[Collected data entries]
....
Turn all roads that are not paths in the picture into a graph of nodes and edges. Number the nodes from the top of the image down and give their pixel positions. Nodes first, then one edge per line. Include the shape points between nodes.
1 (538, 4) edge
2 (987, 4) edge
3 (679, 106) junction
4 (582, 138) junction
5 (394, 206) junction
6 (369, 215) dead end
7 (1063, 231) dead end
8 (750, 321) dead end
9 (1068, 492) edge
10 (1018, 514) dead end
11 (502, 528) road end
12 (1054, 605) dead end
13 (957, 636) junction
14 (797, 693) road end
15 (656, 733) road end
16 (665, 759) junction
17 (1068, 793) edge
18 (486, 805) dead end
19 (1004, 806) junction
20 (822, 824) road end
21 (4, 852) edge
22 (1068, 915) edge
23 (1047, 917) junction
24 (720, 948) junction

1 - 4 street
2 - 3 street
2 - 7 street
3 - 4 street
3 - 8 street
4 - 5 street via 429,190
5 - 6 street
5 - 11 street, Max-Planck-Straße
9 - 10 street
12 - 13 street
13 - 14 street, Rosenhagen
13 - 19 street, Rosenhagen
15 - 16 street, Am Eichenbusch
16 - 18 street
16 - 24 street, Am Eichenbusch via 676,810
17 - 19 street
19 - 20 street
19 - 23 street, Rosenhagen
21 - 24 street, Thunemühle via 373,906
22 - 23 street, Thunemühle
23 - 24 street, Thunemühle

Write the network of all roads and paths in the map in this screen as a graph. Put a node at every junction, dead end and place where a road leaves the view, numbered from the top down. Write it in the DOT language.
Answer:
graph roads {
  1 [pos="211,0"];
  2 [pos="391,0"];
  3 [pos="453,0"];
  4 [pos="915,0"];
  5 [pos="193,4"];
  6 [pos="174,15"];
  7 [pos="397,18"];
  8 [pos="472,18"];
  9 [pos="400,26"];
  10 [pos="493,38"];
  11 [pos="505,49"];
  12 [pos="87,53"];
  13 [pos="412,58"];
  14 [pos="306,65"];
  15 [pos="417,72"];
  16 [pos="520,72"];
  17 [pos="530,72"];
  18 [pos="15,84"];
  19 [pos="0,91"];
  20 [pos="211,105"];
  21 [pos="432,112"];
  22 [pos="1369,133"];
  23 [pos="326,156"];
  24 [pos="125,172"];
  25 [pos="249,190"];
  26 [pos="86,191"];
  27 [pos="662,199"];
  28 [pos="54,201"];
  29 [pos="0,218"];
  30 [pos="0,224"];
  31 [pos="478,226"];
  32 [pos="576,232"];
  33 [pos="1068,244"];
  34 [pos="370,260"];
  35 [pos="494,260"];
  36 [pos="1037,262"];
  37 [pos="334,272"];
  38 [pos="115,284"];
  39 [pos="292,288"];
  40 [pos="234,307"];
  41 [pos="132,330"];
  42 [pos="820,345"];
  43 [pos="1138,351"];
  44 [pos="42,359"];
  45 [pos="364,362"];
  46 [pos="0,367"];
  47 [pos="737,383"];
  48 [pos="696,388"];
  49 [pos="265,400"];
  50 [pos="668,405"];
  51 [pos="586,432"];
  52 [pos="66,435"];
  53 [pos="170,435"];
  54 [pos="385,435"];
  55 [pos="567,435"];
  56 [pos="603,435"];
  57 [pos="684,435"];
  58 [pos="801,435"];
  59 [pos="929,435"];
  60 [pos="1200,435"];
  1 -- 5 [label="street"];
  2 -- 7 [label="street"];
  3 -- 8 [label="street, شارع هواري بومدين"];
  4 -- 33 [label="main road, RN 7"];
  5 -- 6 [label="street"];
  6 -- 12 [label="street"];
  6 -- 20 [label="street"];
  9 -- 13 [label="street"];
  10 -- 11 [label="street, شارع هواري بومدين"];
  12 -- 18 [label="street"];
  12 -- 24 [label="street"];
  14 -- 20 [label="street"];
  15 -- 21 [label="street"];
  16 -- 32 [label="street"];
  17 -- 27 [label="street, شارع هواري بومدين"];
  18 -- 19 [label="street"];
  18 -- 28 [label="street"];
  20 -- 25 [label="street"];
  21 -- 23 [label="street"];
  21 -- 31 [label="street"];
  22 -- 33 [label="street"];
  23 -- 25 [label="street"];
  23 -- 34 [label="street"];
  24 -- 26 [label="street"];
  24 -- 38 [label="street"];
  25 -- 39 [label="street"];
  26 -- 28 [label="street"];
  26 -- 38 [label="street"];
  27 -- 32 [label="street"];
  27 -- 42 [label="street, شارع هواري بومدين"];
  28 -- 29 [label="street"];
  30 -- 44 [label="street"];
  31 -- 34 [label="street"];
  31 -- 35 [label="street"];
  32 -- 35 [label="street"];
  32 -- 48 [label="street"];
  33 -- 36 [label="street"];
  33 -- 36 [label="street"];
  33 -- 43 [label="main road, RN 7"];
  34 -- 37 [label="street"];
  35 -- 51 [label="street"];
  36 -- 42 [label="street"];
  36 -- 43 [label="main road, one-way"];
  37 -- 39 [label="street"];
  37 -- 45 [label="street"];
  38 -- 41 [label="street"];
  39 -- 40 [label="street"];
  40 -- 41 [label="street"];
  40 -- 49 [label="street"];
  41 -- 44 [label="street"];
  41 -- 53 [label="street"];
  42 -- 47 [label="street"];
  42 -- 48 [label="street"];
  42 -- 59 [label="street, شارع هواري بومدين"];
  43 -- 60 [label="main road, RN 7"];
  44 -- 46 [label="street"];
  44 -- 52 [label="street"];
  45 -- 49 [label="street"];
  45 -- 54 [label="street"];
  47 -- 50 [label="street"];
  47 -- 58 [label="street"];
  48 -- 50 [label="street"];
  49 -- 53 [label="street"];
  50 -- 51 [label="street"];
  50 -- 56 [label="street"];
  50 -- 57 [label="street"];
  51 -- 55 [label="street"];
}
....
-- Task details --
For each line above that includes "هواري", make a copy.

-- Exercise solution --
  3 -- 8 [label="street, شارع هواري بومدين"];
  10 -- 11 [label="street, شارع هواري بومدين"];
  17 -- 27 [label="street, شارع هواري بومدين"];
  27 -- 42 [label="street, شارع هواري بومدين"];
  42 -- 59 [label="street, شارع هواري بومدين"];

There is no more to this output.